Reading through the brief and its creative constraints, I immediately knew how I wanted to portray the Paralympic athletes: as superheroes. My goal was to represent different types of disabilities in a realistic, respectful way, while giving each character a distinct personality.

I wanted to avoid generic representations. So I gave one athlete a stylish haircut, another a relaxed attitude, someone a cool headband, someone else a small earring for character. Small details that add texture and make each person genuinely interesting.

I also immersed myself in a sport I was discovering for the first time. I watched videos, studied photos, and tried to understand how athletes actually practice Para Cross Country depending on their specific physical profile.

I observed how visually impaired athletes are guided by their partners, the different ski-chair designs that exist, and how skiing technique varies depending on which limb or limbs are absent.

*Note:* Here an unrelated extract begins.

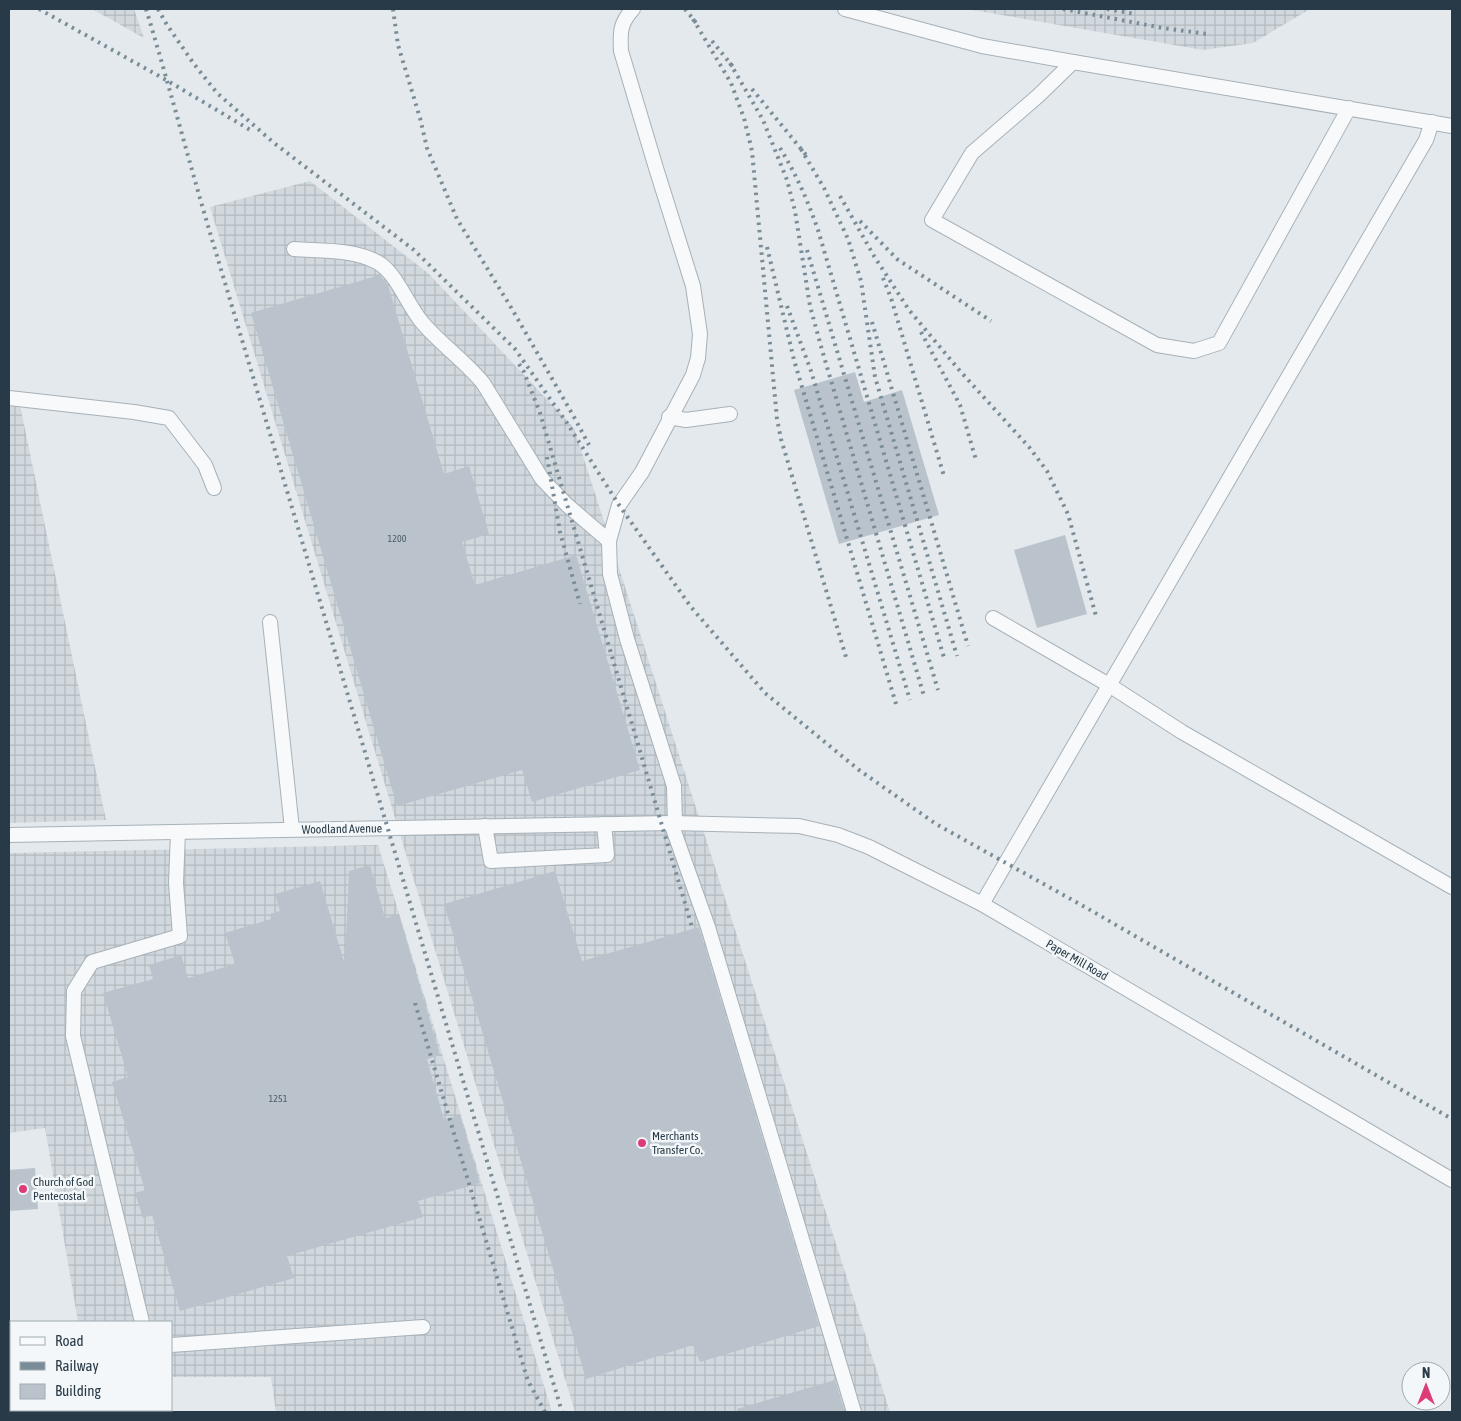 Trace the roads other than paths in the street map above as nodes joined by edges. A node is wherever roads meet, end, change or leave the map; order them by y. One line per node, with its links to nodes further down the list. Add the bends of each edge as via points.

hroughout the project, especially during the sketching phase, I kept one core intention in mind: express raw energy, the joy of gliding, and the drive to push beyond limits.

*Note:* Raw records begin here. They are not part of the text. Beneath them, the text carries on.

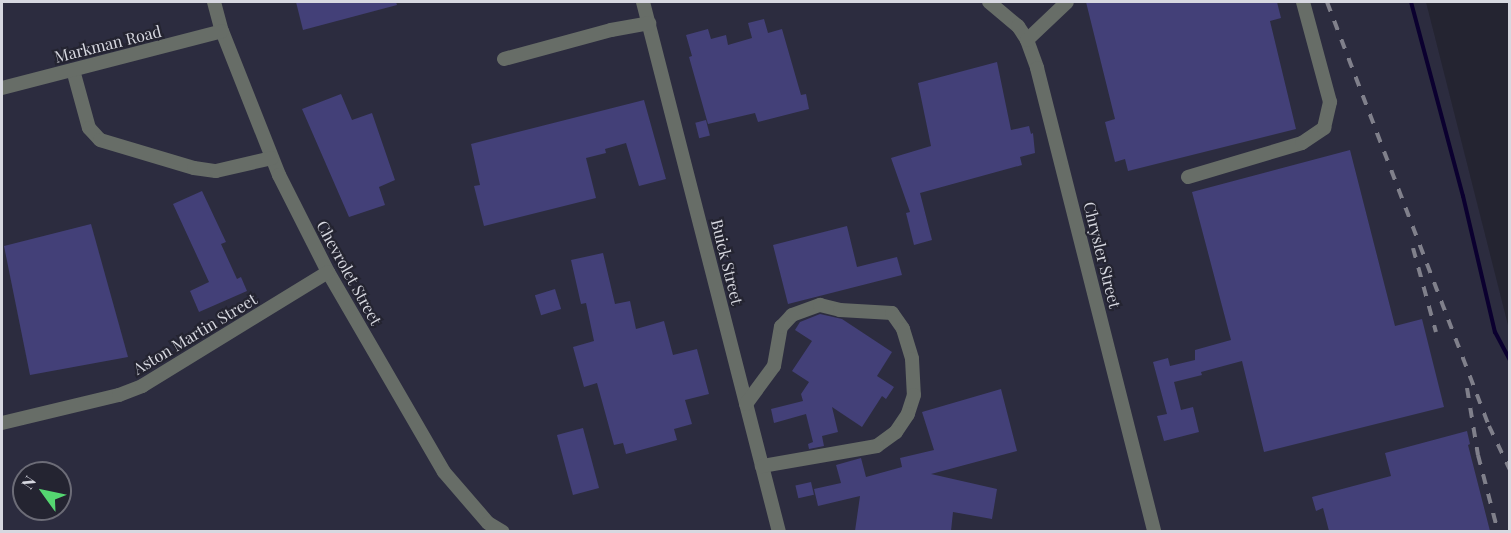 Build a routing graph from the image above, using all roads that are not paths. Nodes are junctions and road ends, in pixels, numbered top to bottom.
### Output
1 (214, 2) edge
2 (643, 2) edge
3 (989, 2) edge
4 (1067, 2) edge
5 (1304, 2) edge
6 (649, 23) junction
7 (222, 31) junction
8 (1027, 40) junction
9 (504, 59) dead end
10 (73, 70) junction
11 (2, 88) edge
12 (272, 158) junction
13 (1188, 177) dead end
14 (328, 272) junction
15 (746, 404) junction
16 (2, 423) edge
17 (762, 466) junction
18 (503, 531) edge
19 (779, 531) edge
20 (1154, 531) edge

1 - 7 lane, Chevrolet Street
2 - 6 lane, Buick Street
3 - 8 lane, Chrysler Street
4 - 8 lane
5 - 13 lane
6 - 9 lane
6 - 15 lane, Buick Street
7 - 10 lane, Markman Road
7 - 12 lane, Chevrolet Street
8 - 20 lane, Chrysler Street
10 - 11 lane, Markman Road
10 - 12 lane
12 - 14 lane, Chevrolet Street
14 - 16 lane, Aston Martin Street
14 - 18 lane, Chevrolet Street
15 - 17 lane, Buick Street
15 - 17 lane
17 - 19 lane, Buick Street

The sketching phase was intense. Capturing the energy of movement, building dynamic compositions, creating rhythm, anticipating transitions, designing minimalist yet evocative backgrounds, finding the right pose for each character, failing, trying again.

My mirror neurons light up when I draw bodies in motion, and I’m fairly sure I developed a few new muscles during this project. Once that phase was signed off, it was time for color.

“Color” is an understatement. After the freehand pencil work in Photoshop, every shape had to be rebuilt as a vector in Illustrator. This wasn’t simply coloring in – it was a meticulous process of isolating each thigh, calf, elbow, forearm, hand, one by one.

Every element is independent, designed to give animators the flexibility they need to create smooth, realistic, fluid movement.

Then came the final stretch: naming and organizing layers across all my files. Around fifty layers per illustration. Invisible work, but essential – it’s what allows the animator to work efficiently and bring these characters to life convincingly.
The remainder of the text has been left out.